[DRAFT NOTE] Stack composition and the agent consolidation story are accurate. Specific cardinality numbers, alert volumes, MTTR/MTTD figures tagged
[TODO].
Every observability stack ever built has the same surface description: “metrics, logs, traces, dashboards, alerts.” If that’s all you need to know, you don’t need this dive.
This dive is the honest version. What we picked, why we picked it, what it costs us operationally, the mistakes we made along the way, and the disciplines that determine whether the stack is useful or just a collection of expensive databases.
The starting point
When Kore was running on VMs, “observability” was a patchwork. Host metrics from CloudWatch. Application logs in MongoDB (yes, really — a separate retention story that eventually became its own cost problem). A handful of Grafana dashboards built by individual engineers, each one telling a slightly different version of the truth.

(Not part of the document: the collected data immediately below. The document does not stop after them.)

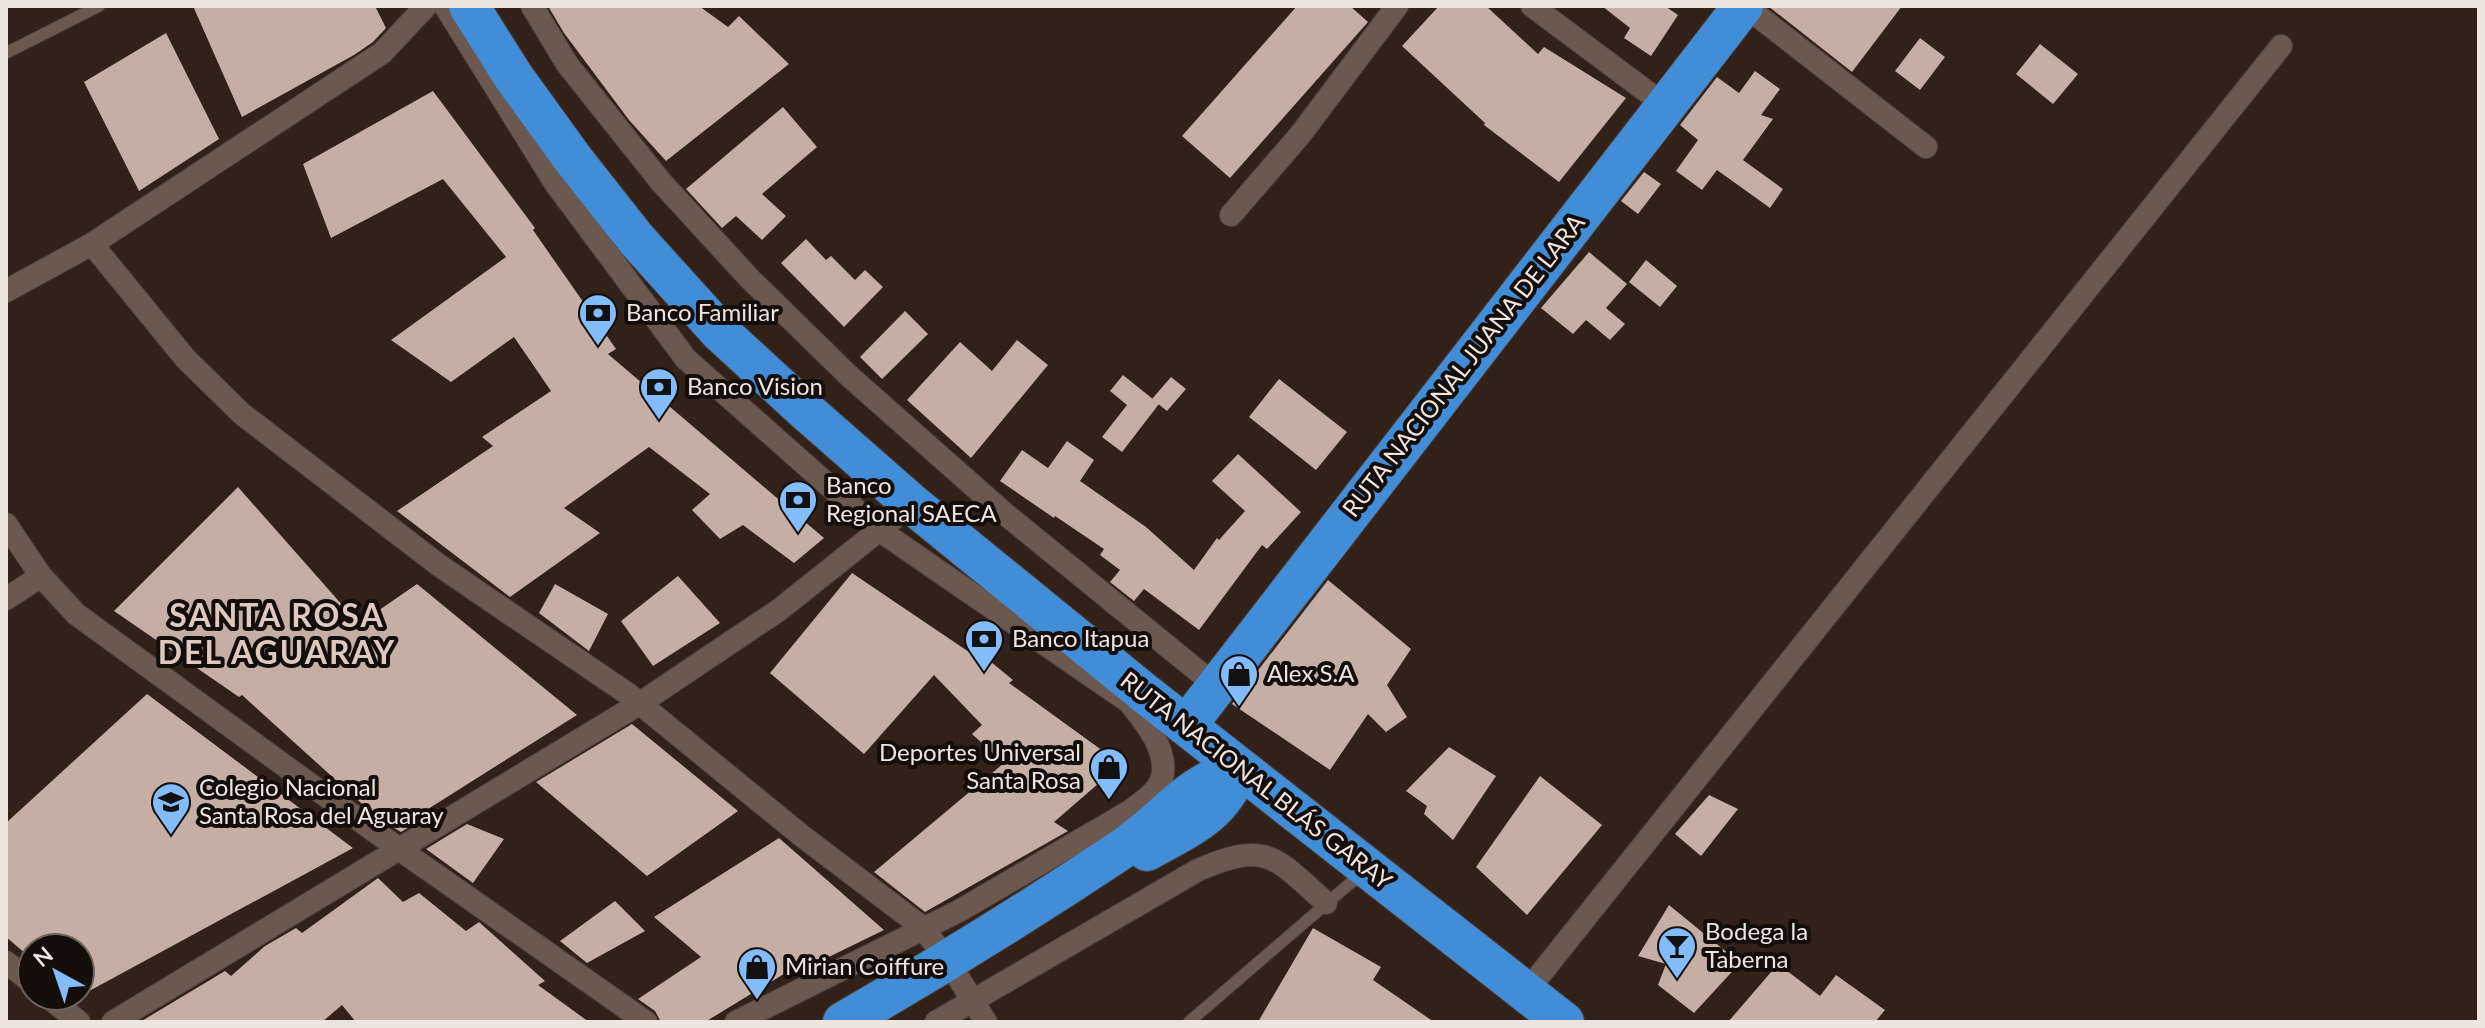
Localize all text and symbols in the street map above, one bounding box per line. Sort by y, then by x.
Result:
street label: RUTA NACIONAL JUANA DE LARA [1336,207,1590,522]
bank icon: Banco Familiar [577,292,619,347]
place label: Banco Familiar [626,297,779,326]
bank icon: Banco Vision [638,366,680,421]
place label: Banco Vision [687,371,823,400]
place label: Banco Regional SAECA [826,470,997,527]
bank icon: Banco Regional SAECA [777,479,819,534]
district label: SANTA ROSA DEL AGUARAY [158,595,396,671]
bank icon: Banco Itapua [963,618,1005,673]
place label: Banco Itapua [1012,623,1149,652]
shop icon: Alex S.A [1218,653,1260,708]
place label: Alex S.A [1267,658,1355,687]
street label: RUTA NACIONAL BLÁS GARAY [1115,665,1398,895]
place label: Deportes Universal Santa Rosa [879,737,1081,794]
shop icon: Deportes Universal Santa Rosa [1088,746,1130,801]
place label: Colegio Nacional Santa Rosa del Aguaray [199,772,444,829]
school or university icon: Colegio Nacional Santa Rosa del Aguaray [150,781,192,836]
place label: Bodega la Taberna [1705,916,1808,973]
bar icon: Bodega la Taberna [1656,925,1698,980]
north arrow [16,932,96,1012]
text: N [28,941,58,972]
shop icon: Mirian Coiffure [736,946,778,1001]
place label: Mirian Coiffure [785,951,944,980]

There was no single picture of “is the platform healthy right now” that the on-call could open at 3am. That phrase — “what would I look at if I were paged right now?” — became the design brief for everything that came after.
The constraints were:
- Multi-cloud (AWS, Azure). Anything vendor-locked was off the table.
- Cost-sensitive. SaaS observability (Datadog, New Relic) was attractive but priced for our cardinality at the cost of multiples of running it ourselves, plus data residency concerns for some tenants.
- Operable by a small team. No dedicated observability platform team.
We landed on the OSS Grafana stack: Prometheus for metrics, Loki for logs, Grafana for query and dashboard, eventually ClickHouse for the cardinalities Prometheus couldn’t handle. Three agents per node (Promtail + node_exporter + Grafana agent) consolidated to one (Grafana Alloy) when Alloy matured.
The why-not-Datadog conversation comes up repeatedly. The honest answer: cost. At our cardinality and log volume, the run rate would have been [TODO: rough number] — multiples of running it ourselves. The OpEx for our self-hosted stack (compute, storage, engineering time) is less than the SaaS price, and the engineering time we spend on it is non-trivial but bounded.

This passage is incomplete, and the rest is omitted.